Deploying Torch-TensorRT Programs¶
After compiling and saving Torch-TensorRT programs there is no longer a strict dependency on the full Torch-TensorRT library. All that is required to run a compiled program is the runtime. There are therefore a couple options to deploy your programs other than shipping the full Torch-TensorRT compiler with your applications.
Torch-TensorRT package / libtorchtrt.so¶
Once a program is compiled, you run it using the standard PyTorch APIs. All that is required is that the package must be imported in python or linked in C++.
Runtime Library¶
Distributed with the C++ distribution is libtorchtrt_runtime.so
. This library only contains the components
necessary to run Torch-TensorRT programs.
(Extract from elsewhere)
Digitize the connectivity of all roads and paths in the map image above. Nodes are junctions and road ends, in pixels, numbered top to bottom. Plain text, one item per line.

Instead of linking libtorchtrt.so
or importing torch_tensorrt
you can
link libtorchtrt_runtime.so
in your deployment programs or use DL_OPEN
or LD_PRELOAD
. For python
you can load the runtime with torch.ops.load_library("libtorchtrt_runtime.so")
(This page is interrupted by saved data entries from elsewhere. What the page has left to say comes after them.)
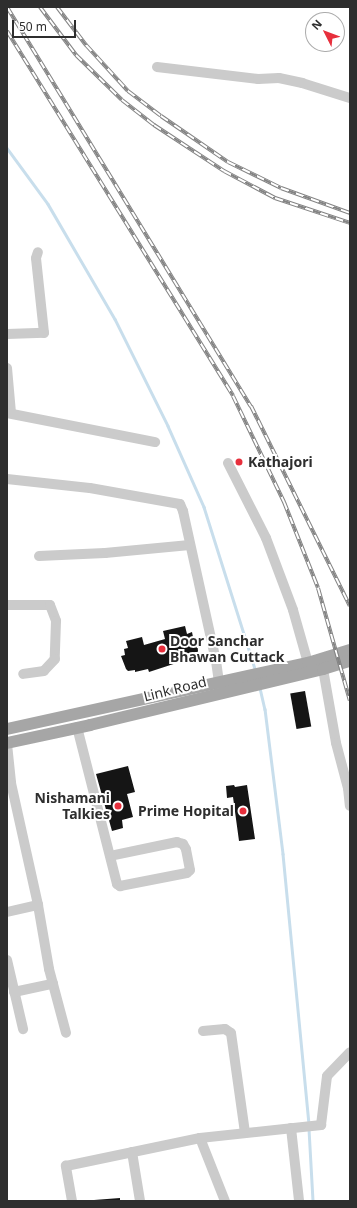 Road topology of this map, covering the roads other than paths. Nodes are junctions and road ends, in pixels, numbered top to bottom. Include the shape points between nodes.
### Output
1 (157, 67) dead end
2 (350, 98) edge
3 (38, 252) dead end
4 (7, 334) edge
5 (7, 368) edge
6 (9, 413) edge
7 (155, 442) dead end
8 (228, 463) dead end
9 (7, 479) edge
10 (190, 545) junction
11 (39, 556) dead end
12 (7, 605) edge
13 (350, 650) edge
14 (350, 661) edge
15 (308, 663) junction
16 (323, 669) junction
17 (23, 674) dead end
18 (266, 677) junction
19 (219, 683) junction
20 (241, 683) junction
21 (77, 727) junction
22 (7, 729) edge
23 (7, 743) edge
24 (350, 806) edge
25 (110, 856) junction
26 (38, 906) junction
27 (7, 912) edge
28 (7, 960) edge
29 (53, 984) junction
30 (14, 992) junction
31 (23, 1029) dead end
32 (203, 1032) dead end
33 (66, 1033) dead end
34 (350, 1052) edge
35 (291, 1128) junction
36 (245, 1133) junction
37 (200, 1138) junction
38 (132, 1152) junction
39 (72, 1201) edge
40 (140, 1201) edge
41 (225, 1201) edge
42 (299, 1201) edge

1 - 2 street via 258,79 279,78 302,82
3 - 4 street via 36,258 44,333
5 - 6 street
6 - 7 street
8 - 15 street via 266,538 293,610
9 - 10 street via 90,488 180,504
10 - 11 street via 105,554
10 - 19 street
12 - 17 street via 50,606 56,621 55,659 44,671
13 - 15 main road, Link Road
14 - 16 main road, Link Road
15 - 18 main road, Link Road
16 - 18 main road, Link Road
16 - 24 street
18 - 20 main road, Link Road
19 - 20 main road, Link Road
19 - 22 main road, Link Road
20 - 21 main road, Link Road
21 - 23 main road, Link Road
21 - 25 street
23 - 26 street via 11,783
25 - 25 street via 116,883 120,886 187,873 190,870 184,844 177,842
26 - 27 street
26 - 29 street
28 - 30 street
29 - 30 street
29 - 33 street
30 - 31 street
32 - 36 street via 225,1029 231,1033
34 - 35 street via 327,1076 321,1125
35 - 36 street
35 - 42 street
36 - 37 street
37 - 38 street
37 - 41 street
38 - 39 street via 66,1166
38 - 40 street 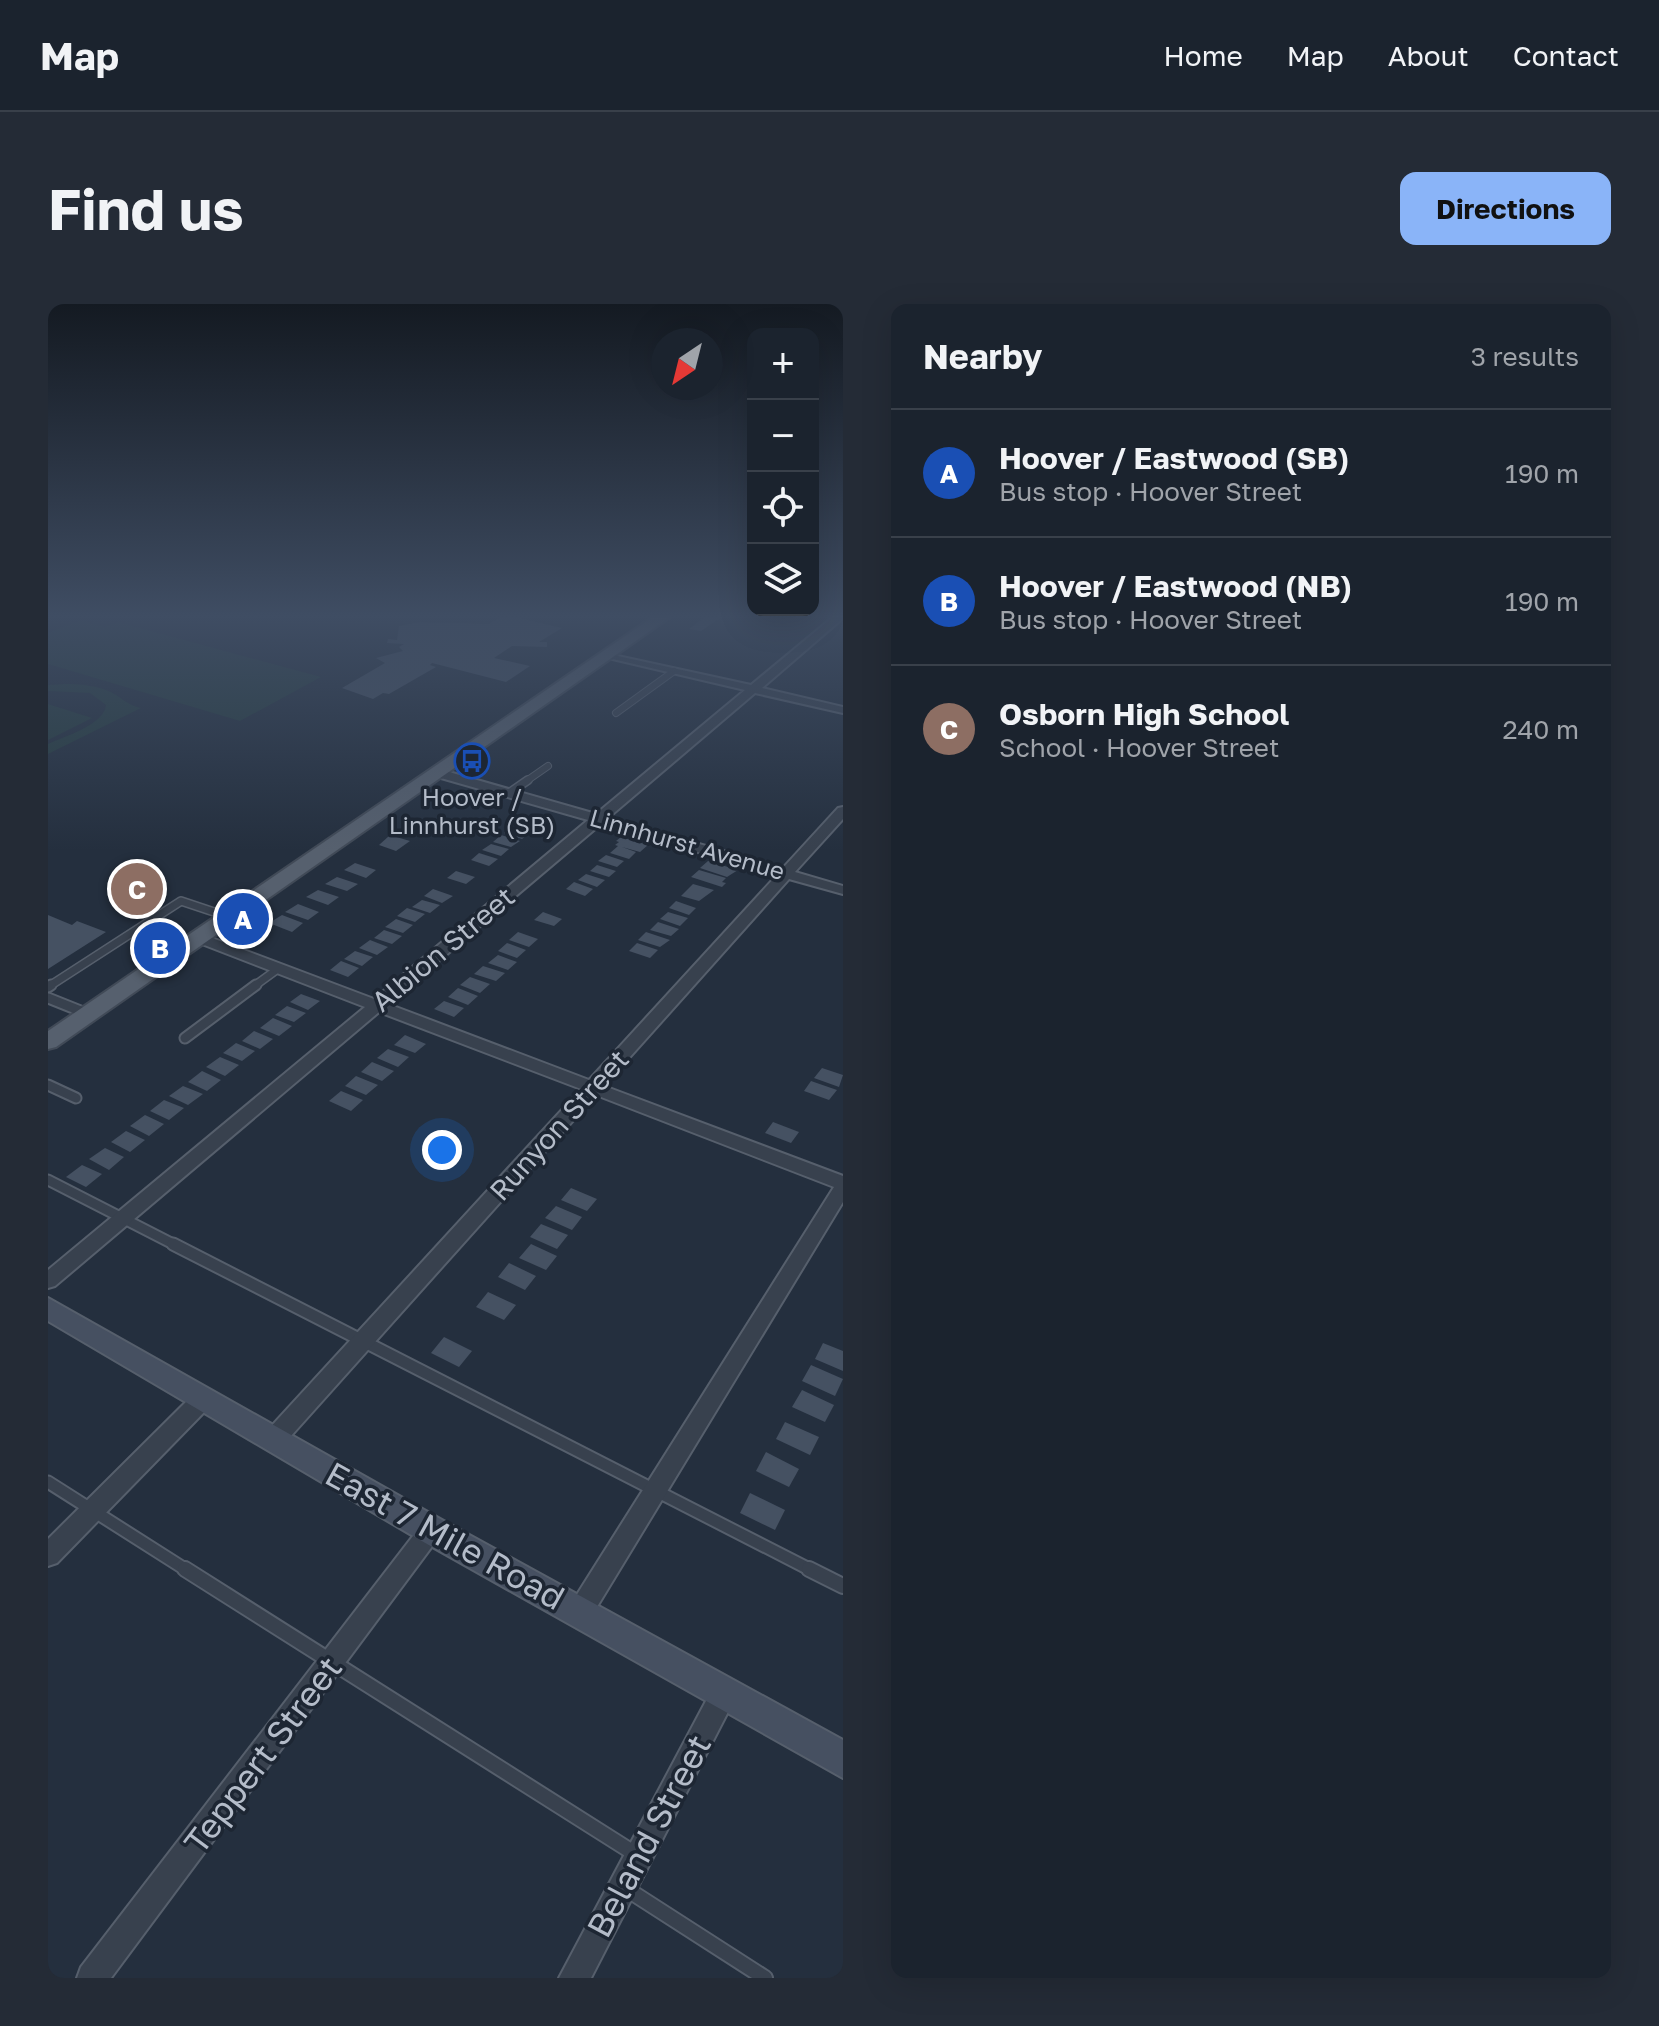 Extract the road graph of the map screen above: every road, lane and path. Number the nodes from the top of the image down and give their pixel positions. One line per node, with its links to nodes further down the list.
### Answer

. You can then continue to use
programs just as you would otherwise via PyTorch API.
Note
If you are using the standard distribution of PyTorch in Python on x86, likely you will need the pre-cxx11-abi variant of libtorchtrt_runtime.so
, check Installation documentation for more details.
Note
If you are linking libtorchtrt_runtime.so
, likely using the following flags will help -Wl,--no-as-needed -ltorchtrt -Wl,--as-needed
as there’s no direct symbol dependency to anything in the Torch-TensorRT runtime for most Torch-TensorRT runtime applications
An example of how to use libtorchtrt_runtime.so
can be found here: https://github.com/pytorch/TensorRT/tree/master/examples/torchtrt_runtime_example
Plugin Library¶
In the case you use Torch-TensorRT as a converter to a TensorRT engine and your engine uses plugins provided by Torch-TensorRT, Torch-TensorRT
ships the library libtorchtrt_plugins.so
which contains the implementation of the TensorRT plugins used by Torch-TensorRT during
compilation. This library can be DL_OPEN
or LD_PRELOAD
similarly to other TensorRT plugin libraries.
Multi Device Safe Mode¶
Multi-device safe mode is a setting in Torch-TensorRT which allows the user to determine whether the runtime checks for device consistency prior to every inference call.
There is a non-negligible, fixed cost per-inference call when multi-device safe mode is enabled, which is why it is now disabled by default. It can be controlled via the following convenience function which doubles as a context manager.
# Enables Multi Device Safe Mode
torch_tensorrt.runtime.set_multi_device_safe_mode(True)
# Disables Multi Device Safe Mode [Default Behavior]
torch_tensorrt.runtime.set_multi_device_safe_mode(False)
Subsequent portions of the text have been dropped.